First of all, the American working person simply cannot pay any more taxes. The government is now taxing just about everything. The list of federal, state and local taxes is staggering. The everyday American simply does not have any more to give.

That's because in many places housing costs are horrendous. My father paid about 20 percent of his take-home pay to the bank holding the mortgage. Now, housing costs are double that for many of us. Just to purchase a small home in places like Los Angeles, New York, Boston and San Francisco often costs hundreds of thousands of dollars. And then, of course, there are the property taxes.

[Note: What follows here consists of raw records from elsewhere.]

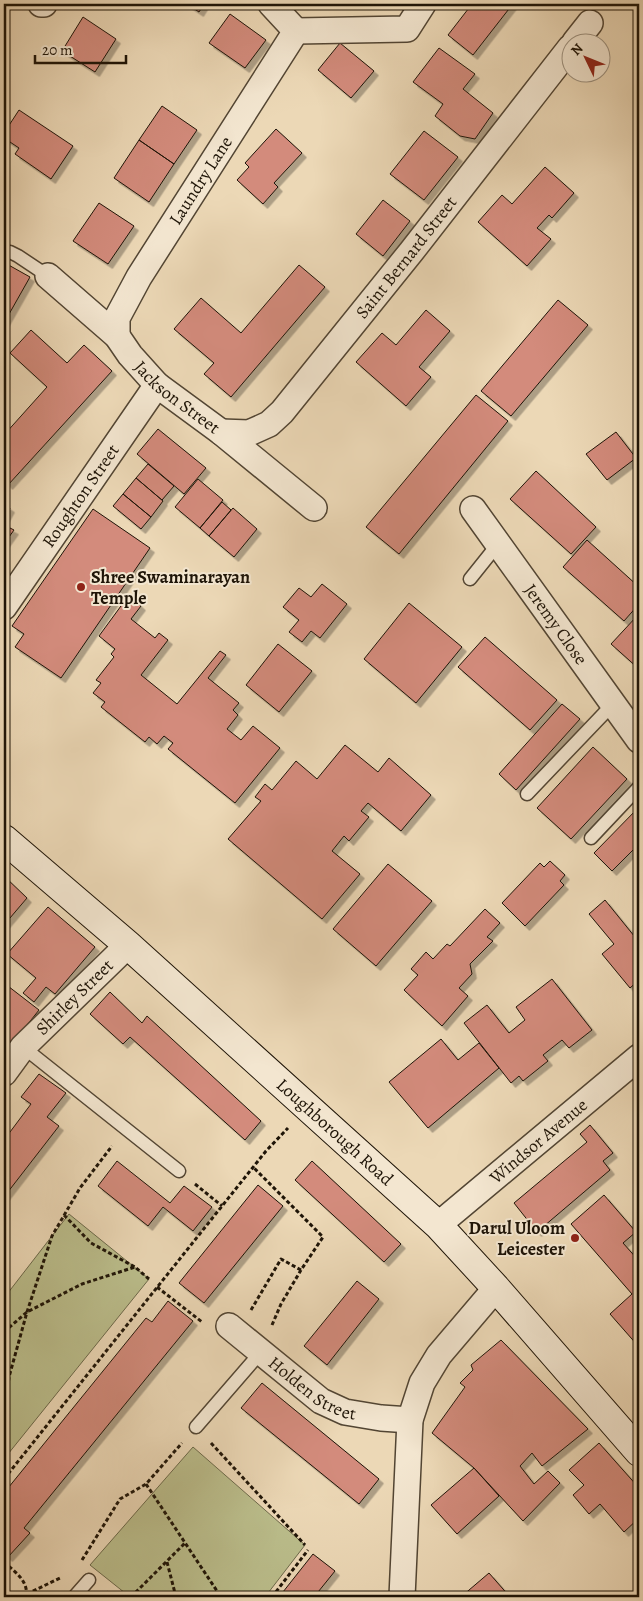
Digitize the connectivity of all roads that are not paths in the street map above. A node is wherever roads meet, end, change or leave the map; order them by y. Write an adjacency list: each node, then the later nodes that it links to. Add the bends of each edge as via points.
1 (271, 4): 4 (street)
2 (423, 4): 4 (street, via 407,29)
3 (590, 23): 5 (street)
4 (296, 31): 9 (street, Laundry Lane, via 139,277 117,318)
5 (583, 32)
6 (560, 61): 11 (street, Saint Bernard Street, via 412,252 282,412 269,424 248,434)
7 (4, 254): 8 (lane, via 10,252)
8 (48, 276): 9 (street, Jackson Street)
9 (117, 336): 10 (street, Jackson Street)
10 (157, 385): 11 (street, Jackson Street); 16 (street, Roughton Street)
11 (220, 432): 12 (street, Jackson Street)
12 (314, 508)
13 (473, 509): 14 (street, Jeremy Close)
14 (498, 544): 15 (lane); 17 (street, Jeremy Close)
15 (470, 579)
16 (4, 607)
17 (613, 704): 18 (street, Jeremy Close); 20 (lane)
18 (639, 740)
19 (639, 787): 21 (lane)
20 (527, 794)
21 (591, 838)
22 (4, 839): 23 (street, Loughborough Road)
23 (128, 946): 24 (street, Shirley Street); 28 (street, Loughborough Road)
24 (23, 1047): 26 (street, Shirley Street); 27 (lane)
25 (639, 1057): 28 (street, Windsor Avenue)
26 (4, 1073)
27 (179, 1171)
28 (438, 1225): 29 (street, Loughborough Road)
29 (496, 1288): 32 (street, via 439,1355 422,1383); 34 (street, Loughborough Road)
30 (233, 1329): 31 (street, Holden Street)
31 (261, 1352): 32 (street, Holden Street, via 321,1401 345,1412); 33 (lane)
32 (410, 1420): 37 (street)
33 (196, 1427)
34 (638, 1447)
35 (89, 1580): 36 (lane)
36 (74, 1597)
37 (402, 1597)

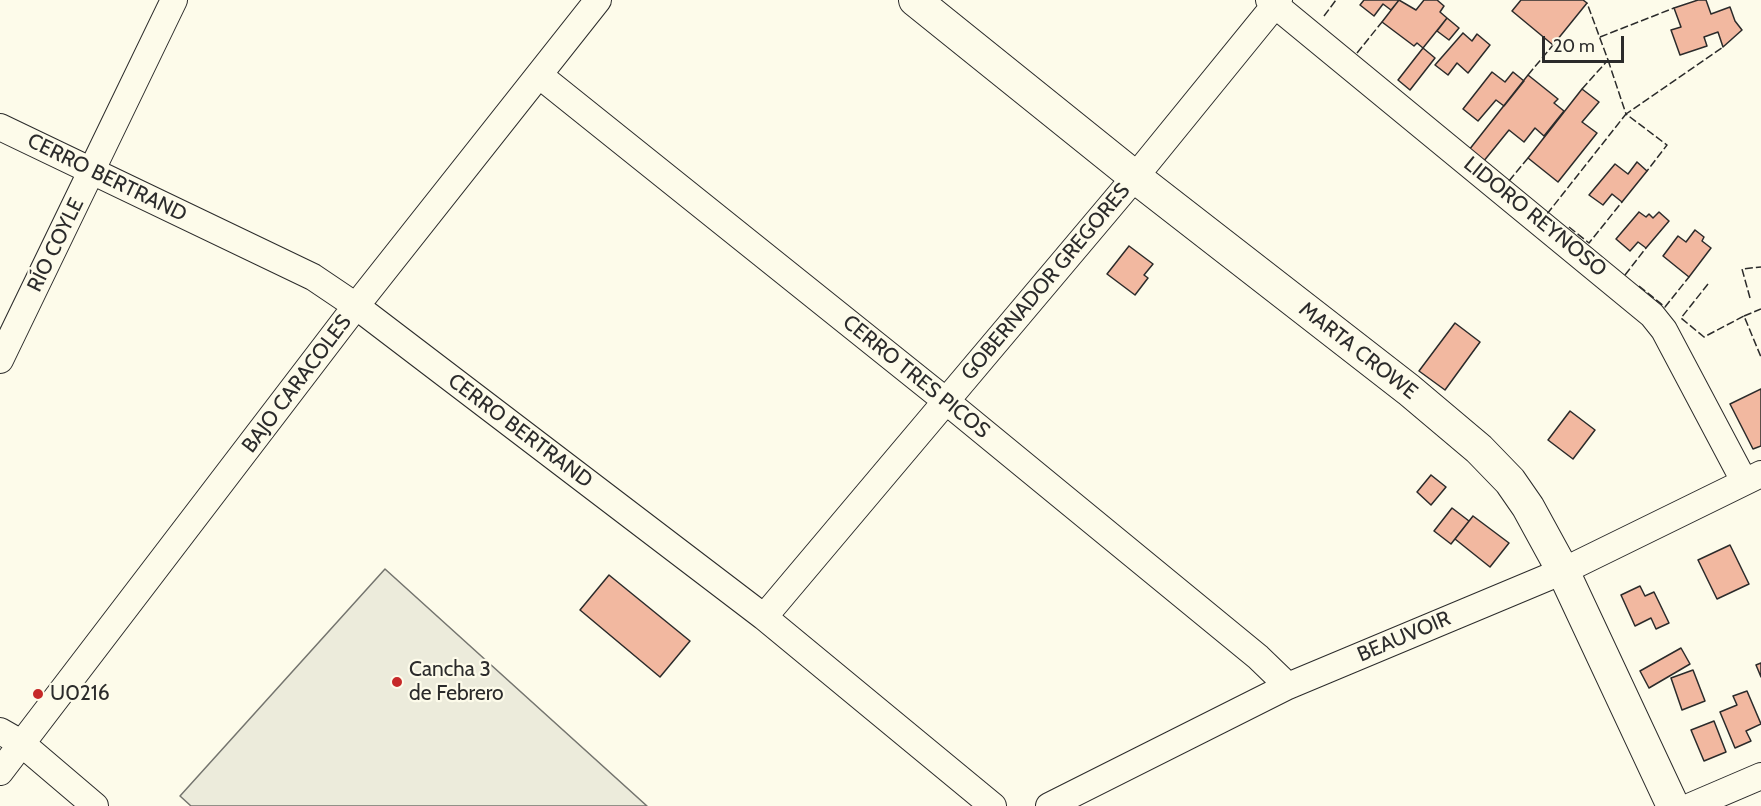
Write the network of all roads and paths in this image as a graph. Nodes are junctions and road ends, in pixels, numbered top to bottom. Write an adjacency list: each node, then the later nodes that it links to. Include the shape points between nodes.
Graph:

Because of the housing situation and the largesse of our leaders, many American workers are living from paycheck to paycheck. Cutting taxes is essential for millions of Americans in order to have a decent life.

Bush, I believe, sees the government as a force for social good but also as an out-of-control elephant, trampling the ability of Americans to improve themselves economically. This schizophrenia will not work in the long run. If taxes do go down, the government must get its spending under control. Cutting waste and fraud in federal programs would save the country billions each year.

Finally, that old giveaway guy Sen. Ted Kennedy (D-Mass.) would have you believe that the rich should bear more of the tax burden. Well, I am one of the rich guys Kennedy is talking about. But unlike him, I wasn't born into money. I worked my butt off for it and took risks he could never understand.

Right now my tax "burden" is more than 50 percent. Kennedy and others want that to rise. I say let's hold the line at half. Just like the Kennedy clan, I'd like the O'Reilly family to have some security in the future. I'm not real keen on handing over any more dough to a system that will not even drug test Americans receiving entitlement checks in the mail.

Kennedy sees me as mean and cruel. I see Kennedy as a man who wants quasi-socialism at my expense so he can appear to be compassionate as he sails off the coast of Massachusetts. His trust fund has been in a lockbox for decades. I'd like my descendants to have that advantage, too, Teddy boy.

In this time of war all Americans should sacrifice, and if the government needs more money out of my wallet, I will fork it over and shut up. But this country was founded on the principle that honest achievement would be rewarded, not confiscated. If we want to be Sweden, let's vote on it. If we want to stay America, let's get real about taxes and government spending.

TV news anchor Bill O'Reilly is host of the Fox News show The O'Reilly Factor.